**Task details**
Copy every line of the data in which the word "bends" occurs.

[Recorded data]

BEGIN

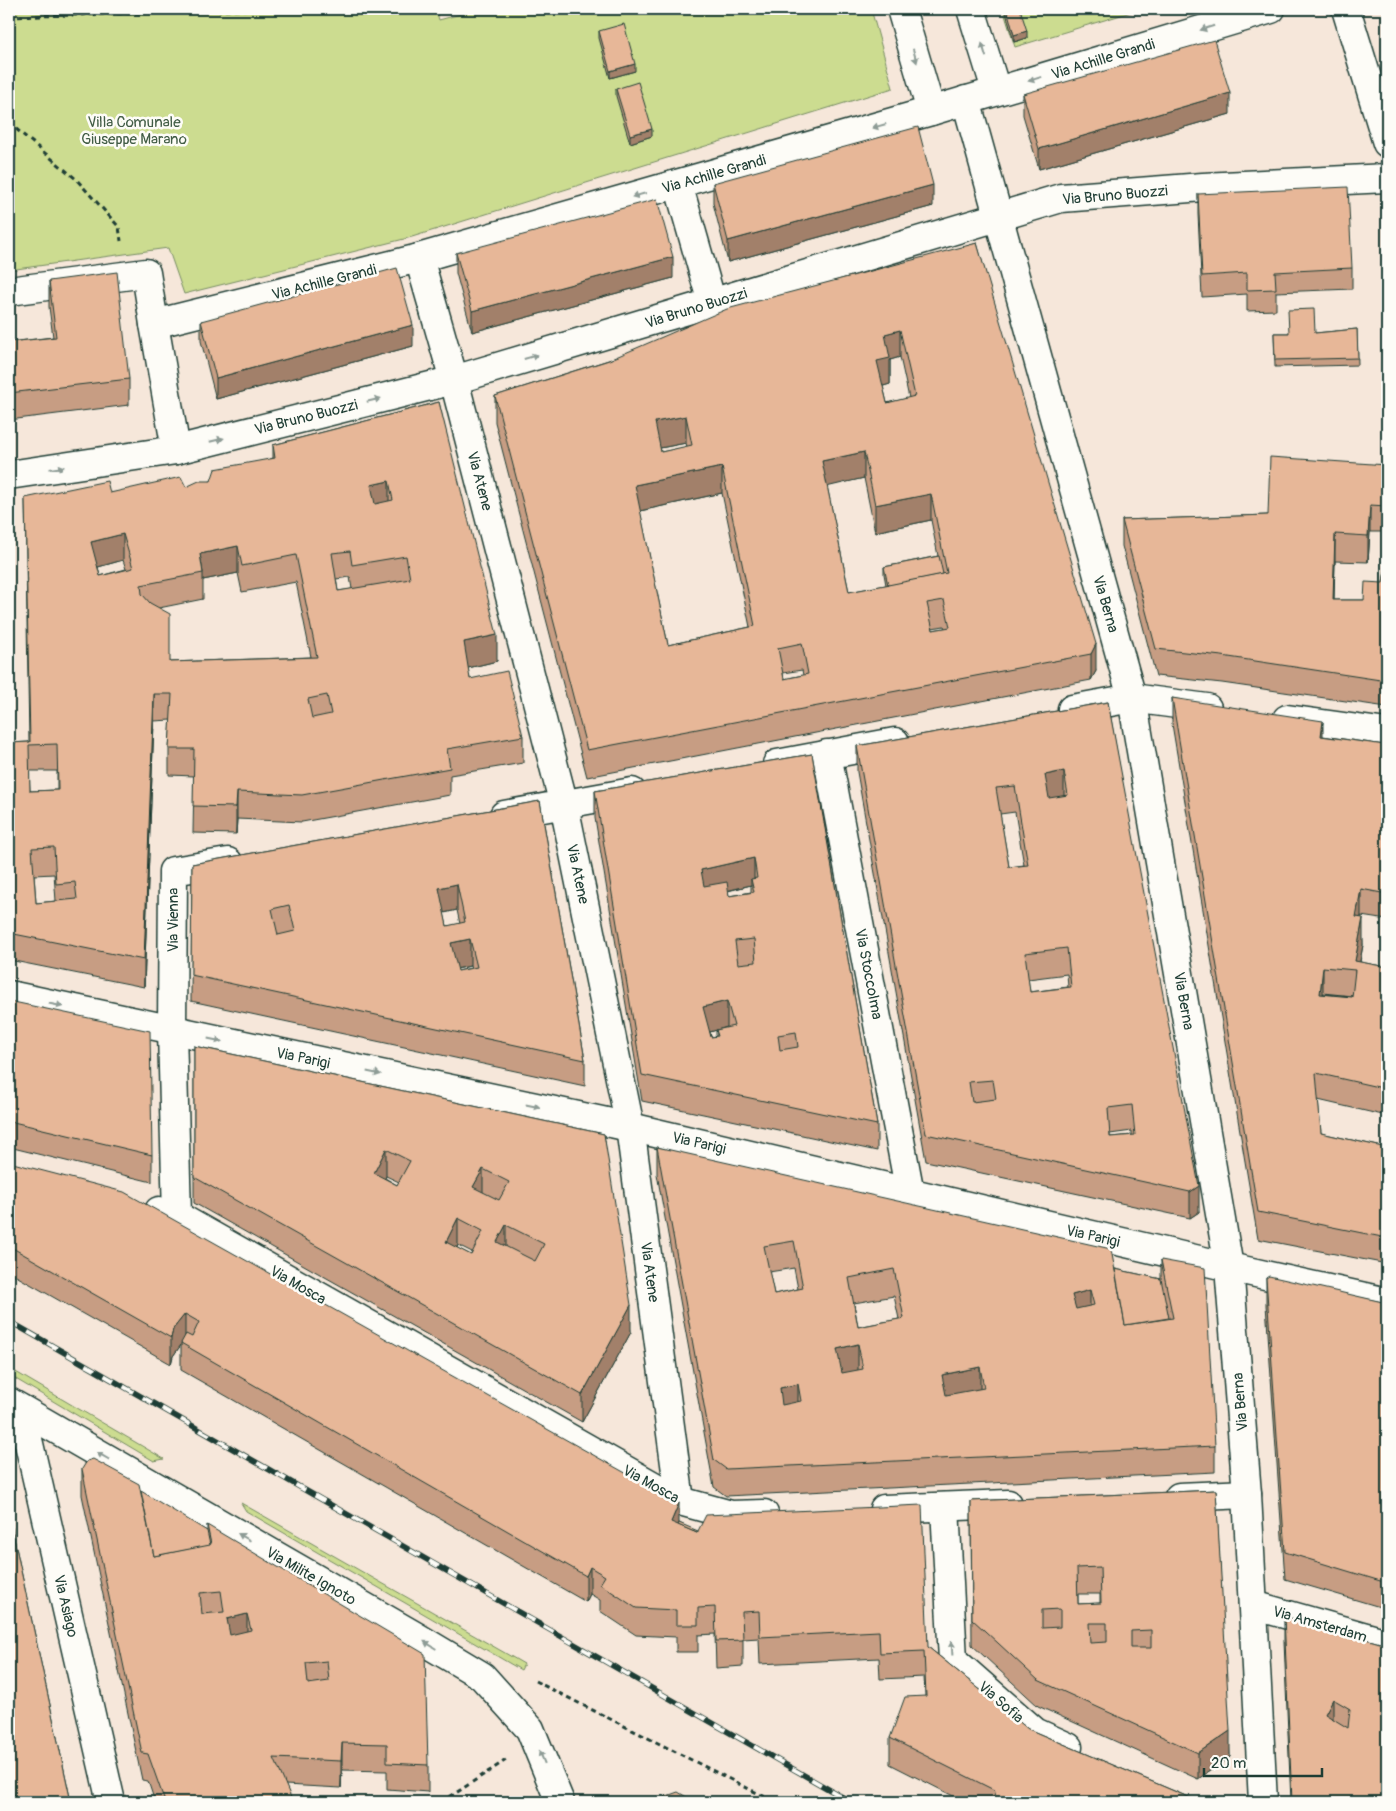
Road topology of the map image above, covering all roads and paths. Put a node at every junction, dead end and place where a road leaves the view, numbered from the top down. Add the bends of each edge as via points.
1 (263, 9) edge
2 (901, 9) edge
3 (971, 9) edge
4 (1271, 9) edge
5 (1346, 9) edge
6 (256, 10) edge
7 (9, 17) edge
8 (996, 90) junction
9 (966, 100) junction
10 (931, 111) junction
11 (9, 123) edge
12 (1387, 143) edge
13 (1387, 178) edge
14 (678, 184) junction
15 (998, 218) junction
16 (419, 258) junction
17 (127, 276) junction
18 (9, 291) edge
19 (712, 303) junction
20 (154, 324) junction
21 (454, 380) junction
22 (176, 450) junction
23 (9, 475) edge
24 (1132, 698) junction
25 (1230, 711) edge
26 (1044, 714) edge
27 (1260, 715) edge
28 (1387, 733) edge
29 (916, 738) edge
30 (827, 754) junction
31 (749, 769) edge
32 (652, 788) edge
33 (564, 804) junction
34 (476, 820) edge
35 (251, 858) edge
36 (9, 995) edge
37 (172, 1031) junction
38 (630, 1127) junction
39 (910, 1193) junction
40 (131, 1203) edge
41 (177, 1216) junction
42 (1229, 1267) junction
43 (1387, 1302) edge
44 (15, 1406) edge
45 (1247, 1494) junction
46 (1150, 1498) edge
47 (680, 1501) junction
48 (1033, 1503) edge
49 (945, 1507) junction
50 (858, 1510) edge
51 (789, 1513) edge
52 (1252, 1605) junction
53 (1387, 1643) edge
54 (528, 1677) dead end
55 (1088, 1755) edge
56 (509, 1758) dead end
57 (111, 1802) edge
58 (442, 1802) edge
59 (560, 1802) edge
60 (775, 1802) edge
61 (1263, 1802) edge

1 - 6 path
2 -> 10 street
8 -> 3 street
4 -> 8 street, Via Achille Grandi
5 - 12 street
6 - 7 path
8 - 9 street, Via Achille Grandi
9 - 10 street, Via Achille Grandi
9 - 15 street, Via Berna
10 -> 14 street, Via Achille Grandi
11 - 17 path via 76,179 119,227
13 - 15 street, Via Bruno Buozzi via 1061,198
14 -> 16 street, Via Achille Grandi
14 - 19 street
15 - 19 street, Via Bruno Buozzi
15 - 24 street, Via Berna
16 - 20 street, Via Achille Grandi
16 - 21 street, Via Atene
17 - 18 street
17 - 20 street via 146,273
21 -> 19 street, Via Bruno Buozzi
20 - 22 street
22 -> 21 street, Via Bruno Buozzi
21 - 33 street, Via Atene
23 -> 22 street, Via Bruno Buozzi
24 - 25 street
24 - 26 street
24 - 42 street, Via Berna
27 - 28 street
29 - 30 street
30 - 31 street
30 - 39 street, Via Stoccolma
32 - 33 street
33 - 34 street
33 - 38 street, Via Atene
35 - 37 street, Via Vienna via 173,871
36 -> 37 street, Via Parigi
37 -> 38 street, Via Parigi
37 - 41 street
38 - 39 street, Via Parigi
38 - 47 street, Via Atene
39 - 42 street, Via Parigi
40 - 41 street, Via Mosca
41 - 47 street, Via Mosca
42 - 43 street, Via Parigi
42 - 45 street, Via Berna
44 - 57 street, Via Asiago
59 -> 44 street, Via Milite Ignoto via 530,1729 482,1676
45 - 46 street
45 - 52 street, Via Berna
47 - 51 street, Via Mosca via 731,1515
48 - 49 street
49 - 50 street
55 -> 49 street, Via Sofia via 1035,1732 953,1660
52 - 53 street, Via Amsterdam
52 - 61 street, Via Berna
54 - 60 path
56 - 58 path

END
BEGIN

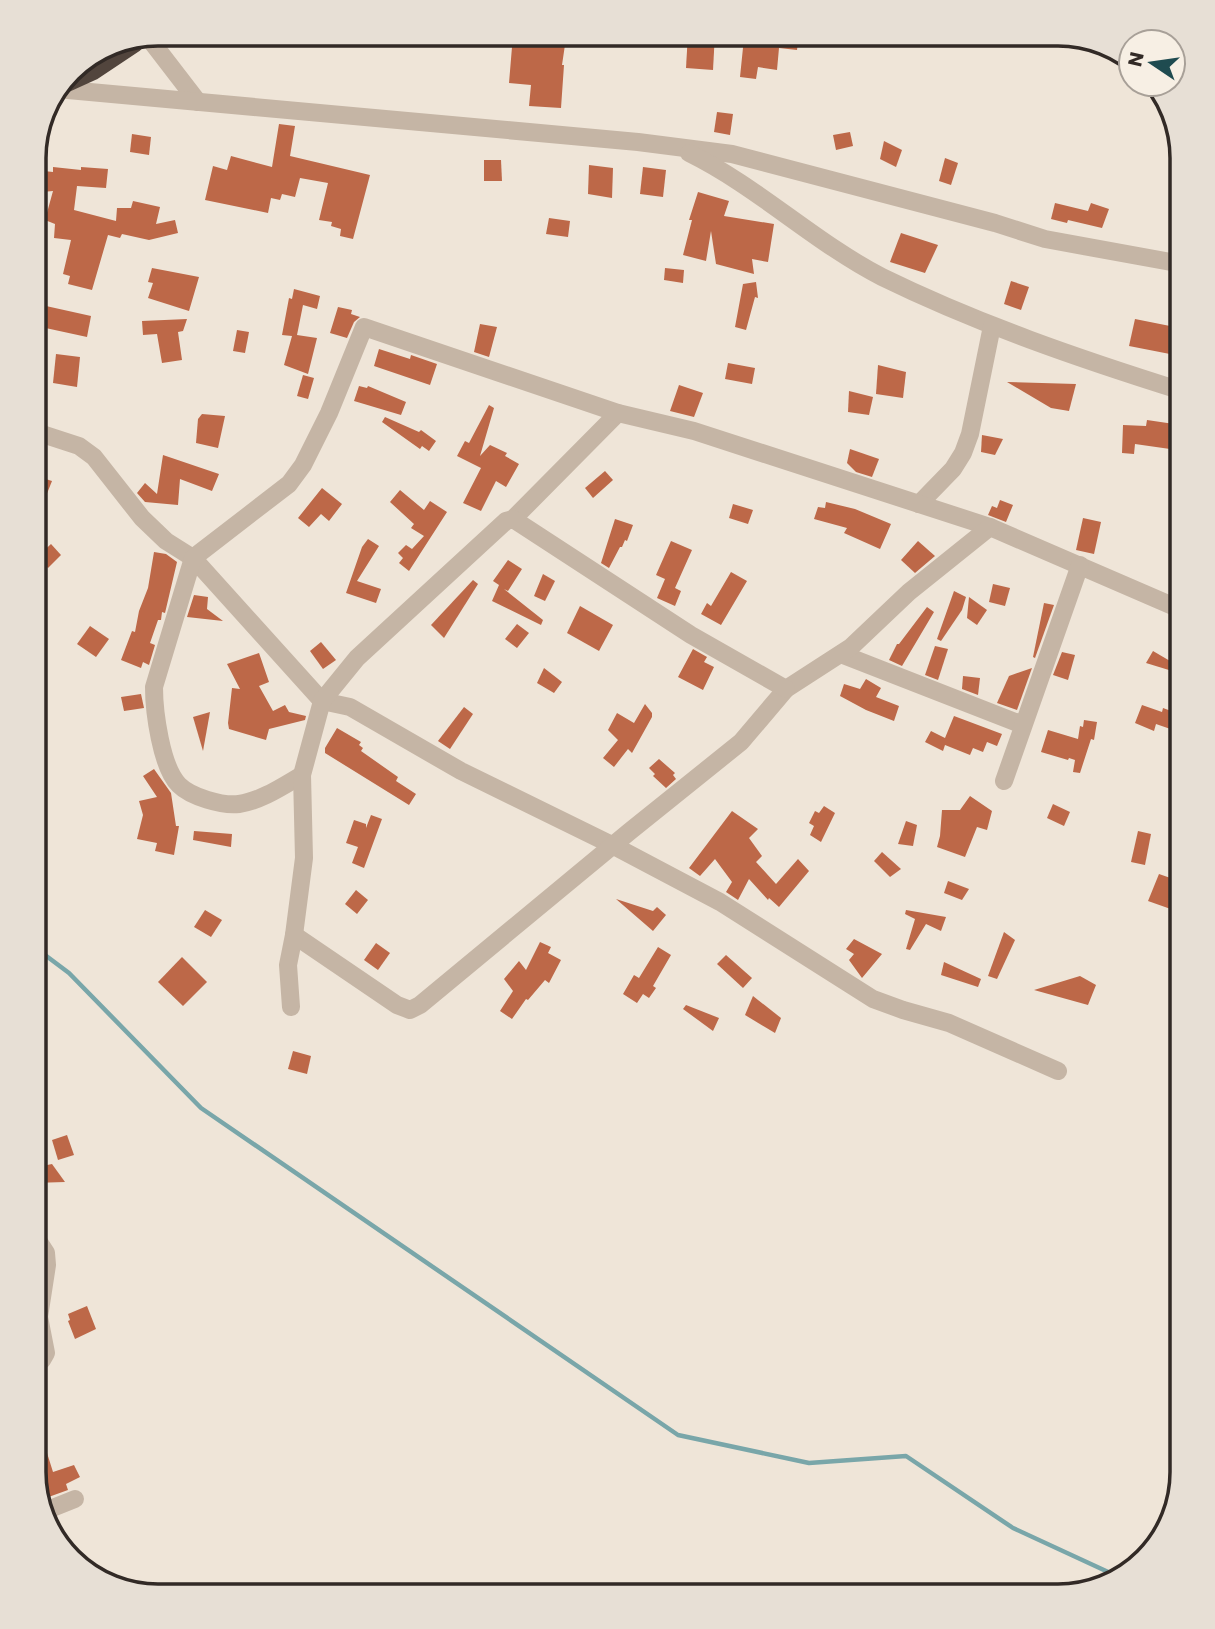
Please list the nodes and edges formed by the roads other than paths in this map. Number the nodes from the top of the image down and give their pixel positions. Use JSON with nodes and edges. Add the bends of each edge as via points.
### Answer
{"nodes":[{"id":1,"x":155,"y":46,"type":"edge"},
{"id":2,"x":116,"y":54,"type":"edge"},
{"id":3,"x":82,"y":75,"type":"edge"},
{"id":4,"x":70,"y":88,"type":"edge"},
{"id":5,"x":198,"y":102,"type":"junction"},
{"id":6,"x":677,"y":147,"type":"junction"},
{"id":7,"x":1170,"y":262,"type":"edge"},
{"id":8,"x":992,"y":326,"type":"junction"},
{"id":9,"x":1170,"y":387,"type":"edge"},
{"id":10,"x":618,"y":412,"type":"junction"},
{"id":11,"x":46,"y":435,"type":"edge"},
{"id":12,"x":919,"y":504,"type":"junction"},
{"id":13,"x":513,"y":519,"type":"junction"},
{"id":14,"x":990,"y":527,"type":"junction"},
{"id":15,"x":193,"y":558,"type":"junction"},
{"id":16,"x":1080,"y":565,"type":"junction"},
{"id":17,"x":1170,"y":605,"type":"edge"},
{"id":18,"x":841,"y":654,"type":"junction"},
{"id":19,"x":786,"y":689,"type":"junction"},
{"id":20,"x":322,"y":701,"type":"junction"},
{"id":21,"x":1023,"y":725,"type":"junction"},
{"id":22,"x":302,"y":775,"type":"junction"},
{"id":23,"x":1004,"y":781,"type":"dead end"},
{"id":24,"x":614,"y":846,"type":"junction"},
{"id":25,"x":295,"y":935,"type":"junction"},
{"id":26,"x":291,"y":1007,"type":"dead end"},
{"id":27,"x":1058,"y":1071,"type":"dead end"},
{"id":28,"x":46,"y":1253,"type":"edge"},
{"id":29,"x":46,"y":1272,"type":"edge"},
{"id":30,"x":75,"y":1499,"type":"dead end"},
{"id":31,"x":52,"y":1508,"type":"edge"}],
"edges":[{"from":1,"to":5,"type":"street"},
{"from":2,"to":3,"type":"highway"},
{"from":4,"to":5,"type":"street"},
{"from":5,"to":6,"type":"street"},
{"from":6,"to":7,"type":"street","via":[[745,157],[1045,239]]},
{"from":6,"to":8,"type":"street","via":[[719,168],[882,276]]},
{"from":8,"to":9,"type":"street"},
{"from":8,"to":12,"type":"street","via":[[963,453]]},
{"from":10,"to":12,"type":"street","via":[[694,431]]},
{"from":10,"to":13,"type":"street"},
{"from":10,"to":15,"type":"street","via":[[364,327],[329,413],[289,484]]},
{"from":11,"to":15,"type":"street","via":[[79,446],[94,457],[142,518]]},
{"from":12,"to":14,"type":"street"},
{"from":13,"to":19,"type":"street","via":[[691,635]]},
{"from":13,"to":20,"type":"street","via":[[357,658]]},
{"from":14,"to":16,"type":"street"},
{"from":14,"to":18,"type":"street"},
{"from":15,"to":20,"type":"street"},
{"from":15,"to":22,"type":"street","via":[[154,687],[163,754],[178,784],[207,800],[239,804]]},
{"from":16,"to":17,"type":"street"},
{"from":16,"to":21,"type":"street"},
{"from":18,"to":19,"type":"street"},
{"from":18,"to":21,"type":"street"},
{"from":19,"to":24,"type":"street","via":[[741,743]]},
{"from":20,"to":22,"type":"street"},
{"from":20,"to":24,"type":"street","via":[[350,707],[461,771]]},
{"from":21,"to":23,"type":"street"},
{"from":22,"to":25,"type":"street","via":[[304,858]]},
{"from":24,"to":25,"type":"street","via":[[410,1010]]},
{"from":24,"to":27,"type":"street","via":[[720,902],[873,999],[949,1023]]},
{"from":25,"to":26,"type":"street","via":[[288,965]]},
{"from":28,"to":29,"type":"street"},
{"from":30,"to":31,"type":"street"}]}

END

**Solution**
Road topology of the map image above, covering all roads and paths. Put a node at every junction, dead end and place where a road leaves the view, numbered from the top down. Add the bends of each edge as via points.
Please list the nodes and edges formed by the roads other than paths in this map. Number the nodes from the top of the image down and give their pixel positions. Use JSON with nodes and edges. Add the bends of each edge as via points.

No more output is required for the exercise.